Wagemaker and his team study the charging efficiency of materials at the atomic level. To do this, they use neutrons from a nuclear reactor to observe ions migrating from the anode to the cathode and to identify where this process goes wrong. They then combine these results with quantum mechanical simulations and AI to predict optimizations. ‘With sodium-ion batteries, for example, one challenge is to develop a crystal structure for cathodes that combines sufficient sodium storage, fast charging times, and a long lifespan. Using physics-driven AI, we are searching for new materials for this cathode of the future.’ 

AI also plays a key role in the autonomous production of batteries at the European level. Materials chemist An Hardy, a professor at Hasselt University, is part of the European FULL-MAP project. This collaboration between 32 companies and research institutions, coordinated by the Vrije Universiteit Brussel, connects European laboratories and companies that are part of the value chain. Hardy: ‘We want to bring together the data collected from all these separate European locations and share it with one another. We hope this will allow us to take innovative steps much more quickly.’ 

Remote control 

To automate this process, the researchers plan to use AI and robotics. ‘We intend to place robotics in labs at various institutions that can receive commands remotely,’ says Hardy. ‘This will allow us to utilize facilities in other laboratories. Consider, for example, the automated testing of a new material.’ 

‘By automating the process of developing a synthesis, we can save a significant amount of time’

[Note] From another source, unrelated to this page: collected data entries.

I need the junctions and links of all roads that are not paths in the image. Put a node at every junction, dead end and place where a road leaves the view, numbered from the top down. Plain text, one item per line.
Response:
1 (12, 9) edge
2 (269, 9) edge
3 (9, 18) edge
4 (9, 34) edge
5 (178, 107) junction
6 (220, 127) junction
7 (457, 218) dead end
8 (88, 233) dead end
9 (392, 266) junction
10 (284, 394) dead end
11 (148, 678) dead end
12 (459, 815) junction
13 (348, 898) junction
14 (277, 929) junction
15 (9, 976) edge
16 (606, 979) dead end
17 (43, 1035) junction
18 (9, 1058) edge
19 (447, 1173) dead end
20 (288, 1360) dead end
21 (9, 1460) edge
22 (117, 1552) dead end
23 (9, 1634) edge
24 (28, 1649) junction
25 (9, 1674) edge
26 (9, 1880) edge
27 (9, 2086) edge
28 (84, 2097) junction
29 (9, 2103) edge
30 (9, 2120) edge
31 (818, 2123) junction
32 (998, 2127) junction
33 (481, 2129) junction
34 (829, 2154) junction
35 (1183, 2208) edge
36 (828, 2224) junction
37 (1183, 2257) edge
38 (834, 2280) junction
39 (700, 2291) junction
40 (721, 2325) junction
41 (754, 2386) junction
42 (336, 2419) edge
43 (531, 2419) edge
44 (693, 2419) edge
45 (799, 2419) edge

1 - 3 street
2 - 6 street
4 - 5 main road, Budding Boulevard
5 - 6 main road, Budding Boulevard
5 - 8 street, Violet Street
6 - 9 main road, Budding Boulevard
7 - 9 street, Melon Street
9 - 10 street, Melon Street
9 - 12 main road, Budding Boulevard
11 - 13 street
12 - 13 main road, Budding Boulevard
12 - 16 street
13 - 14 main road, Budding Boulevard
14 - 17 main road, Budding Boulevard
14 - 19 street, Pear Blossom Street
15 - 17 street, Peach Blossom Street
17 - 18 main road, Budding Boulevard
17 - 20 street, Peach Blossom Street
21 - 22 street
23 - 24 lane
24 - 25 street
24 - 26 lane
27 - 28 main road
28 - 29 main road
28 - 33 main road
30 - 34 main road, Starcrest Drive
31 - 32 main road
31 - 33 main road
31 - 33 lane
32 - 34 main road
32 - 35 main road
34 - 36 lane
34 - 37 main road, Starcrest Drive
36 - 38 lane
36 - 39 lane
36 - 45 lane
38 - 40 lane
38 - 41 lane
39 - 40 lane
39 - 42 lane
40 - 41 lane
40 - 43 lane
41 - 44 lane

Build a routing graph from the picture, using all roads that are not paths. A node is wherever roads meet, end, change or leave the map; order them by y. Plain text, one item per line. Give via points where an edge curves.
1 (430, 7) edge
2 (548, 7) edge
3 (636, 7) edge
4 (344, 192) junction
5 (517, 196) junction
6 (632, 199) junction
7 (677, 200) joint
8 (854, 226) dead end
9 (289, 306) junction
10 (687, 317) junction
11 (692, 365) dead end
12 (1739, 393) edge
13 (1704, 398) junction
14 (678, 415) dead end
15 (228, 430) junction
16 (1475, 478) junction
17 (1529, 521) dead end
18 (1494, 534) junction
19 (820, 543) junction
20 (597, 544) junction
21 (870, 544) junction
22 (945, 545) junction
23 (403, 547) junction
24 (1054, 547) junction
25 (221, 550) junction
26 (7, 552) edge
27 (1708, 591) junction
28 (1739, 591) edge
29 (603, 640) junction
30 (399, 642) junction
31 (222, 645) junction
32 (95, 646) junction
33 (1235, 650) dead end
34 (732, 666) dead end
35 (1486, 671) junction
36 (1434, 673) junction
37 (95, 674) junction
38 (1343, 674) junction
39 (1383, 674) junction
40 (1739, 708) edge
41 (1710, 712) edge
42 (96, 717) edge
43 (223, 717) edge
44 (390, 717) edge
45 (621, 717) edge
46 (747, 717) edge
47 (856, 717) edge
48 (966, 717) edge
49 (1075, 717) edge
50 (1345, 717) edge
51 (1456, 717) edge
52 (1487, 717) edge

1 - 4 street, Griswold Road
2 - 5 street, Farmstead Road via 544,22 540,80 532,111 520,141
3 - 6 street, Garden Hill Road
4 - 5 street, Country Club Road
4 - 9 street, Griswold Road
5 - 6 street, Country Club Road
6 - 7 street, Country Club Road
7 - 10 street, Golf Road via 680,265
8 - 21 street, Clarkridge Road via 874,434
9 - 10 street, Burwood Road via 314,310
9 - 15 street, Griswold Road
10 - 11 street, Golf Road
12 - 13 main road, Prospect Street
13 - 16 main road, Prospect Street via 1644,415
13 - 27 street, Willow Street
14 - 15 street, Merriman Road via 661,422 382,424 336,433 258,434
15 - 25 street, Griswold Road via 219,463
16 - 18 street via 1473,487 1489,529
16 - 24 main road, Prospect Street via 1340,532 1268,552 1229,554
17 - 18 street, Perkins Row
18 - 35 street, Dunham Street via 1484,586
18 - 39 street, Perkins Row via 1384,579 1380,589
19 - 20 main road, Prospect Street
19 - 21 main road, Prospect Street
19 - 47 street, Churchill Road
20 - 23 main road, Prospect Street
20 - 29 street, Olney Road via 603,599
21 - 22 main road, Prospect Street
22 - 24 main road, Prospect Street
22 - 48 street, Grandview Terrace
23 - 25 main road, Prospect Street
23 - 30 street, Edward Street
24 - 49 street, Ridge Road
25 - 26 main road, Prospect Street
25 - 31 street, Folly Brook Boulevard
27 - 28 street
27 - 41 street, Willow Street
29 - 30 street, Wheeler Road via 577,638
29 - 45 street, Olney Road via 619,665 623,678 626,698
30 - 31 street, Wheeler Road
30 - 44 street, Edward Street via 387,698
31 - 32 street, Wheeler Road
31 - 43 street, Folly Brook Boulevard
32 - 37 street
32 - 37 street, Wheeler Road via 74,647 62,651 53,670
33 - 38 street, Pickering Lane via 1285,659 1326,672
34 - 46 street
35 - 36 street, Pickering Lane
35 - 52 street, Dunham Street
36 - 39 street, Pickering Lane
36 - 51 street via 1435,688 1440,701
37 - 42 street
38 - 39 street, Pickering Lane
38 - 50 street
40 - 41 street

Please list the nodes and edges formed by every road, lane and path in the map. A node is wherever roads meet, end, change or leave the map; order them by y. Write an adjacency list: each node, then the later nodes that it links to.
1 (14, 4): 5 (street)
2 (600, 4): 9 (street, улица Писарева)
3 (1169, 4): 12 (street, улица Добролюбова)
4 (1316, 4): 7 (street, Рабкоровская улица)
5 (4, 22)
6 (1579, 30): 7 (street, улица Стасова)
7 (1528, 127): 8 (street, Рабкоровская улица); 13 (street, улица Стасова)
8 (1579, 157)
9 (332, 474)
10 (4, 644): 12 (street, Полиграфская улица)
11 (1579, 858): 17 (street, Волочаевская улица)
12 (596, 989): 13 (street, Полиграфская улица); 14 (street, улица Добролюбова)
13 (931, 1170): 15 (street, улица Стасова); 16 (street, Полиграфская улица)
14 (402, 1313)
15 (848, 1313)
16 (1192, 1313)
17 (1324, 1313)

An Hardy, Hasselt University  

The researchers will then centrally manage these results and use them to further train the AI. Hardy and her research group are focusing on developing less toxic and sustainable materials for the battery of the future. ‘As materials chemists, we can use the AI, for example, to help predict the synthesis of a new material. Currently, working out such a synthesis takes a very long time due to the many possible routes, involving a lot of trial and error. By automating this, we can save a significant amount of time.’ 

In addition to developing sustainable materials, Tromp also sees the reproducibility of battery production as a major challenge. ‘This is a big problem both in the lab and in industry. Integrating all the innovations developed into a single battery—where all the connections must fit together and function properly—is a challenge that goes far beyond the mere structure of the materials.’ Wagemaker adds: ‘If, so to speak, you give researchers in China, America, and the Netherlands all the same materials to make a battery, you’ll see that the results still differ. It really comes down to the details.’ 

For that reason, Wagemaker actually sees an advantage for small countries like the Netherlands and Belgium. ‘Because we can share results with each other relatively easily, you quickly figure out where a problem lies. We really have an opportunity to standardize battery development at the national level and grow rapidly by learning from one another.’